Directions for this task »
Return, exactly as written, the line containing "middle tip: (990, 784)" and every line after it to the end of the records below, with no pictures.

[Images with keypoint coordinates]
BEGIN

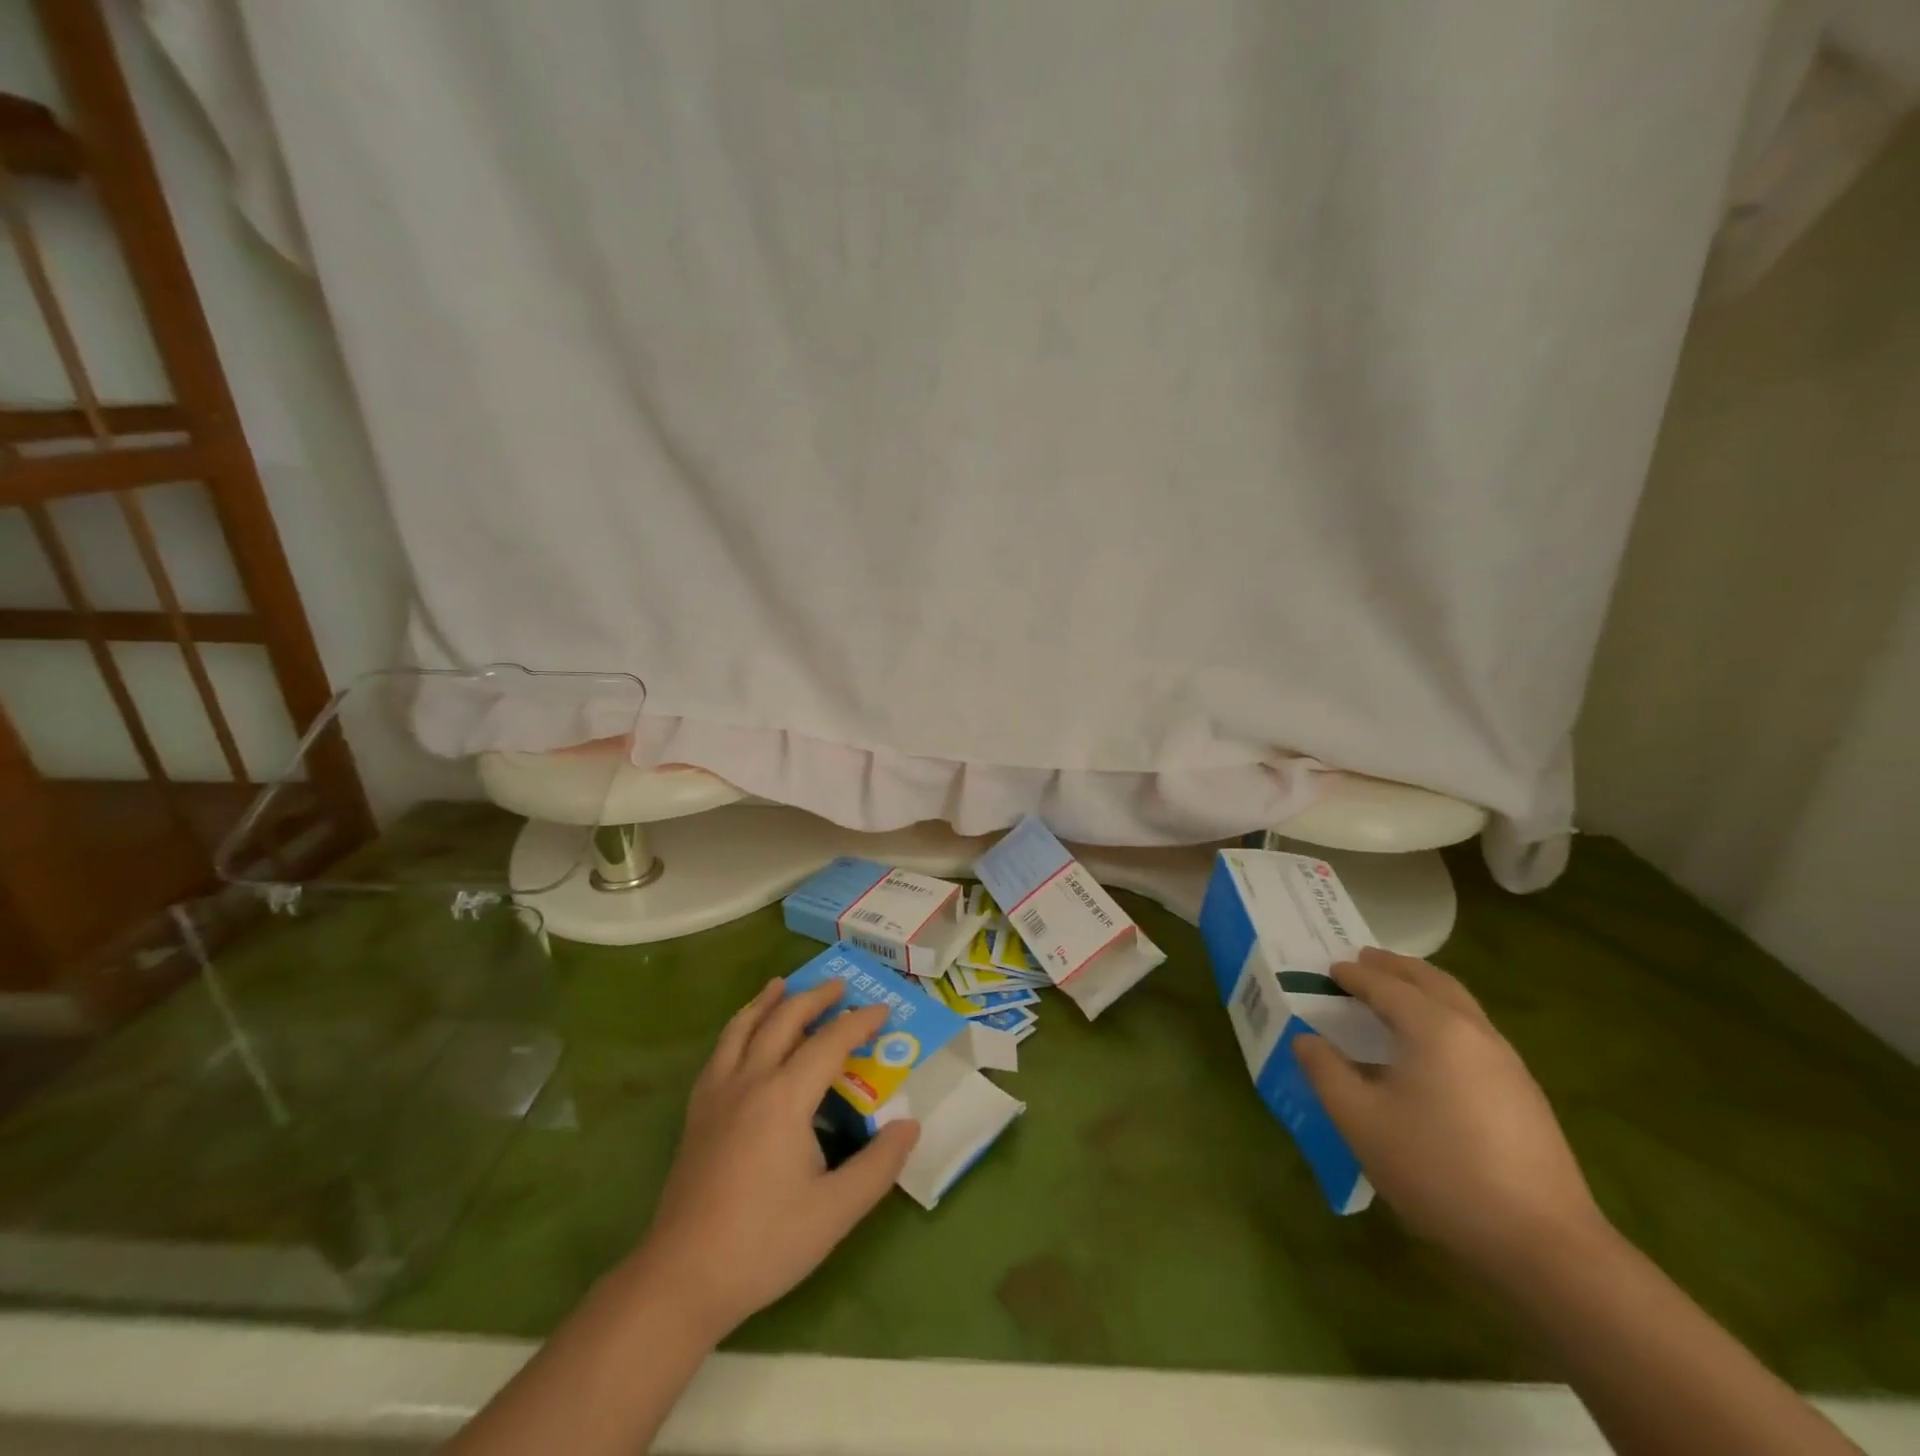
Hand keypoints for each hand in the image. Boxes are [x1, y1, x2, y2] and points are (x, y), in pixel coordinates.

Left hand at [625, 977, 920, 1338]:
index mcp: (785, 1098)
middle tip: (841, 986)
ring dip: (769, 1000)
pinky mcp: (697, 1110)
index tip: (884, 1010)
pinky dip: (739, 1025)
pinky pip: (721, 1049)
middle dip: (816, 997)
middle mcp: (750, 1081)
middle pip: (785, 1020)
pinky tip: (744, 1032)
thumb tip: (911, 1124)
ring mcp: (717, 1092)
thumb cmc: (764, 1244)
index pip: (830, 1042)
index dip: (860, 1022)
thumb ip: (879, 1165)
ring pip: (744, 1026)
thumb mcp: (835, 1212)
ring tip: (784, 984)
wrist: (681, 1278)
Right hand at [1294, 948, 1604, 1275]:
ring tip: (1395, 994)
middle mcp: (1474, 1032)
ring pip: (1460, 1004)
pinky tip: (1431, 1048)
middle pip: (1432, 981)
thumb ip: (1326, 1072)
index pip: (1385, 986)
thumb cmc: (1438, 1170)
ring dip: (1424, 988)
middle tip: (1364, 960)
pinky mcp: (1524, 1094)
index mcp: (1434, 1028)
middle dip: (1395, 967)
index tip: (1328, 968)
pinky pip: (1474, 1031)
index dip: (1353, 975)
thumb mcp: (1361, 1121)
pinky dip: (1444, 1016)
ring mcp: (1506, 1062)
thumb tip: (1305, 1039)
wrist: (1544, 1245)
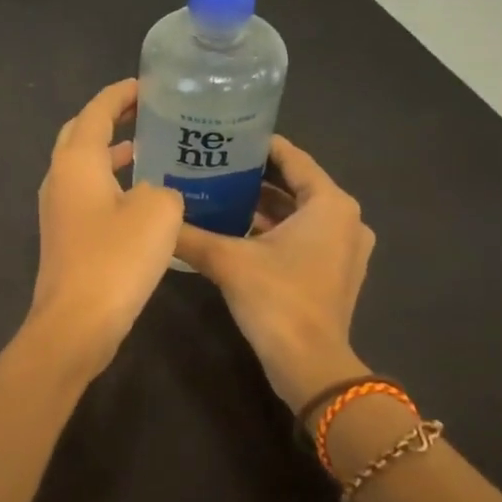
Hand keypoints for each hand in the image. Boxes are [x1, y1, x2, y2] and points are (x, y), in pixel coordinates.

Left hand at [28, 79, 185, 371]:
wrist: (77, 322)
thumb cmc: (116, 259)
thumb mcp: (158, 212)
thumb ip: (164, 187)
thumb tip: (155, 194)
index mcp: (76, 160)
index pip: (97, 111)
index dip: (122, 94)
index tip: (149, 84)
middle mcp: (59, 177)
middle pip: (82, 133)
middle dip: (112, 118)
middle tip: (148, 111)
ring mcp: (57, 208)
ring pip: (84, 165)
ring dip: (113, 151)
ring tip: (151, 147)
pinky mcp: (65, 235)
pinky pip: (88, 193)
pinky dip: (112, 182)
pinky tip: (142, 196)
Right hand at [173, 136, 375, 410]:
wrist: (309, 365)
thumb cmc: (277, 300)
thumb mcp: (226, 260)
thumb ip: (189, 233)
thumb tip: (156, 212)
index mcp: (330, 204)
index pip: (292, 158)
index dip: (258, 145)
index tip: (224, 135)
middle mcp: (345, 219)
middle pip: (295, 184)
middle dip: (255, 175)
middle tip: (212, 163)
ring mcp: (344, 247)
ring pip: (298, 212)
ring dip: (262, 204)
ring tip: (217, 191)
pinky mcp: (334, 271)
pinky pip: (302, 235)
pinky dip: (274, 229)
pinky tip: (234, 228)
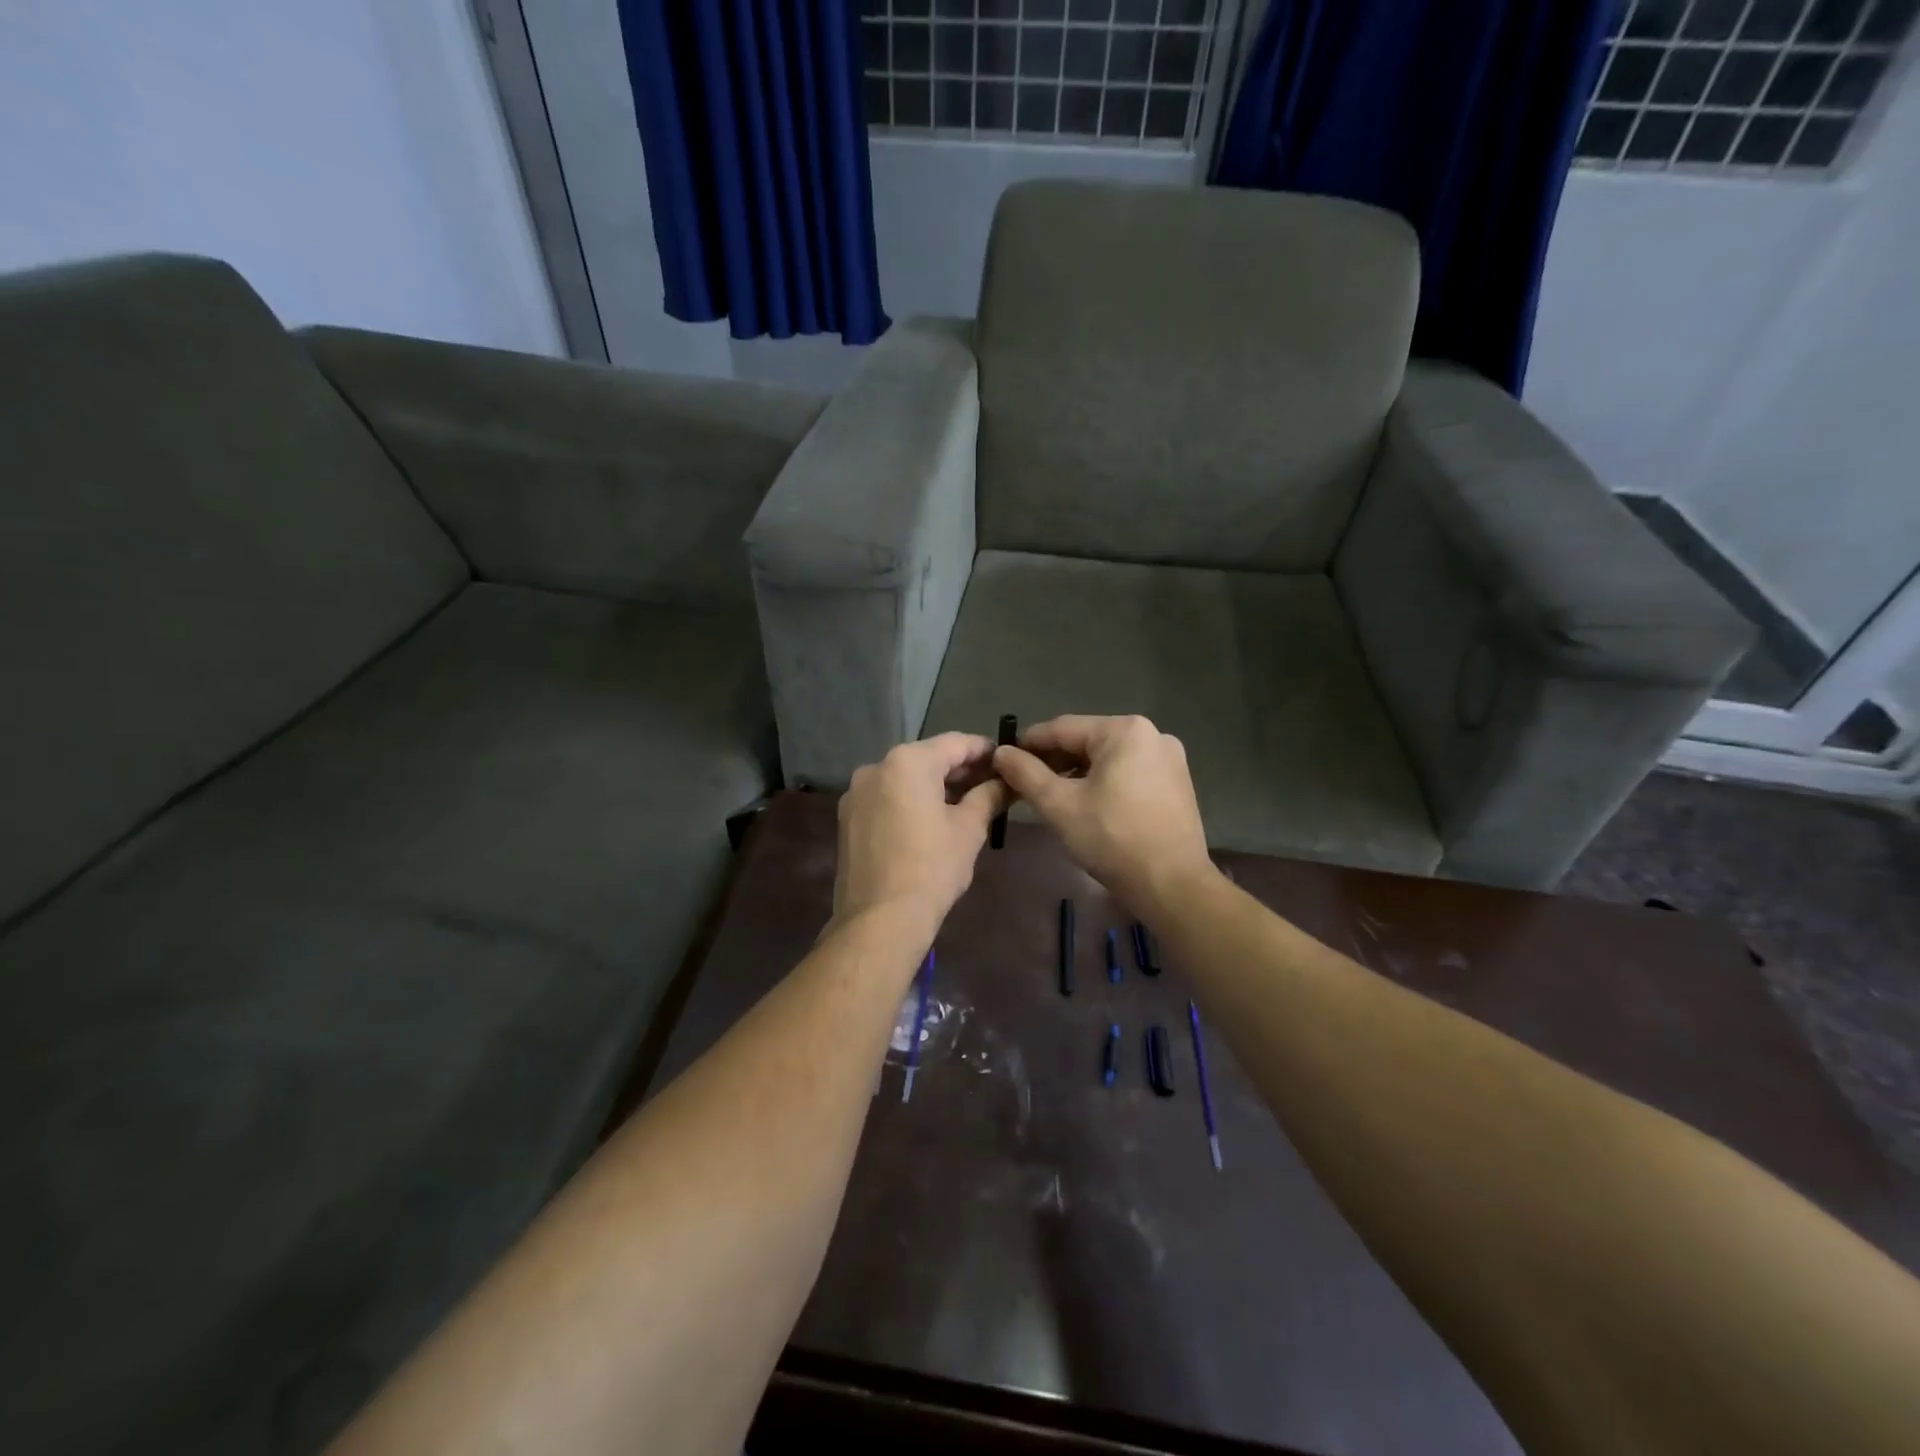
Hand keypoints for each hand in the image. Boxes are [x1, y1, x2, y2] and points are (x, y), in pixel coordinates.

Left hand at [832, 733, 1009, 932]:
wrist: (880, 919)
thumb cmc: (932, 868)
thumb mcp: (970, 829)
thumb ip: (988, 796)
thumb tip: (1006, 781)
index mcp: (908, 761)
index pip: (955, 743)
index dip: (984, 750)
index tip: (1006, 760)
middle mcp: (876, 767)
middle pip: (927, 758)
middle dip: (959, 770)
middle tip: (990, 784)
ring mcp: (856, 793)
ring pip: (904, 779)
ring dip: (933, 787)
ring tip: (964, 805)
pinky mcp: (847, 819)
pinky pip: (886, 799)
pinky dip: (909, 802)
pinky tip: (930, 823)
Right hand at [993, 715, 1213, 911]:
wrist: (1171, 885)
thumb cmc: (1111, 839)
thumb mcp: (1058, 805)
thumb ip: (1025, 773)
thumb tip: (1001, 753)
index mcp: (1124, 730)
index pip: (1062, 729)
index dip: (1028, 745)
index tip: (1003, 762)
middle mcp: (1152, 734)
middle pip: (1087, 741)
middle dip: (1054, 761)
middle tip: (1025, 785)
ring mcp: (1169, 758)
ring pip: (1107, 758)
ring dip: (1077, 773)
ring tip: (1053, 798)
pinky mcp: (1177, 782)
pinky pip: (1128, 772)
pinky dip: (1104, 783)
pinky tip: (1089, 806)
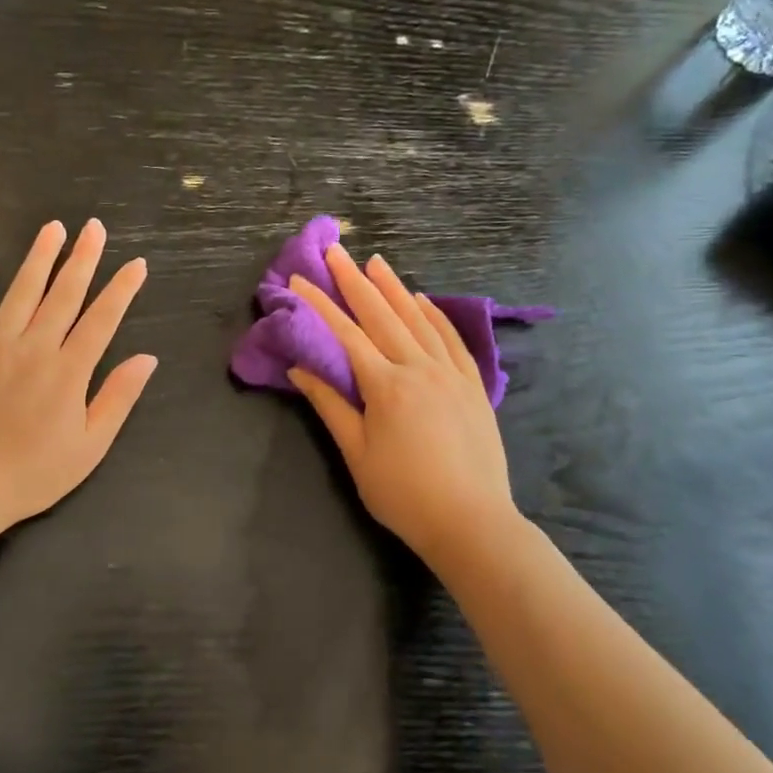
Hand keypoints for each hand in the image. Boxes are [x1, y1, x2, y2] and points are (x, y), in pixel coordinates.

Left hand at [0, 219, 156, 534]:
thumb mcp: (90, 447)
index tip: (136, 263)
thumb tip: (146, 358)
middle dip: (82, 258)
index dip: (121, 290)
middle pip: (63, 295)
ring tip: (53, 227)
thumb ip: (118, 398)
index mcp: (68, 372)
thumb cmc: (33, 474)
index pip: (101, 320)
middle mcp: (33, 348)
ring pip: (21, 292)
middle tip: (94, 227)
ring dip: (39, 258)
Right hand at [288, 245, 519, 565]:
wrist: (471, 521)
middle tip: (336, 251)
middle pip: (382, 315)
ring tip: (376, 262)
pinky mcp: (473, 385)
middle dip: (355, 281)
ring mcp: (451, 373)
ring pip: (418, 319)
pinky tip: (423, 300)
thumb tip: (300, 369)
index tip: (299, 279)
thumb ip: (330, 405)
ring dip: (395, 288)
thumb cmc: (403, 493)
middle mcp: (419, 368)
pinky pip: (452, 339)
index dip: (319, 304)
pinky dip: (435, 315)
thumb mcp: (357, 454)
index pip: (346, 334)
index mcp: (386, 385)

END

Response »
middle tip: (990, 784)
ring mcp: (856, 793)
ring pip: (904, 779)
ring dip: (933, 787)
ring tip: (964, 805)
pinky mcp: (847, 819)
pinky pip: (886, 799)
pinky dip: (909, 802)
pinky tip: (930, 823)
Right hand at [993, 715, 1213, 911]:
wrist: (1171, 885)
thumb cmc: (1111, 839)
thumb mcp: (1058, 805)
thumb ip: (1025, 773)
thumb tip: (1001, 753)
index mcp: (1124, 730)
index pip: (1062, 729)
index dip: (1028, 745)
index tip: (1003, 762)
middle mcp: (1152, 734)
middle pip: (1087, 741)
middle dip: (1054, 761)
middle tip: (1025, 785)
ring mcp: (1169, 758)
ring pip: (1107, 758)
ring dip: (1077, 773)
ring tip: (1053, 798)
pinky mcp: (1177, 782)
pinky pip: (1128, 772)
pinky dip: (1104, 783)
pinky tip: (1089, 806)
Hand keypoints for each hand in the image. Boxes are [x1, y1, x2, y2] and points are (x, y), in pixel coordinates.

Left hand at [0, 219, 156, 534]:
thumb mcp: (90, 447)
index tip: (136, 263)
thumb tip: (146, 358)
middle dip: (82, 258)
index dip: (121, 290)
middle pip: (63, 295)
ring tip: (53, 227)
thumb ip: (118, 398)
index mcp: (68, 372)
thumb cmc: (33, 474)
index pip: (101, 320)
middle mcp: (33, 348)
ring pip: (21, 292)
middle tip: (94, 227)
ring dip: (39, 258)
Right hand at [288, 245, 519, 565]:
wrist: (471, 521)
middle tip: (336, 251)
middle pip: (382, 315)
ring tip: (376, 262)
pinky mcp: (473, 385)
middle dip: (355, 281)
ring mcp: (451, 373)
ring pip: (418, 319)
pinky tip: (423, 300)
thumb tip: (300, 369)
index tip: (299, 279)
thumb ip: (330, 405)
ring dip: (395, 288)
thumb cmc: (403, 493)
middle mcp: (419, 368)
pinky pip: (452, 339)
index dip: (319, 304)
pinky dip: (435, 315)
thumb mcp: (357, 454)
index pip: (346, 334)
index mcp: (386, 385)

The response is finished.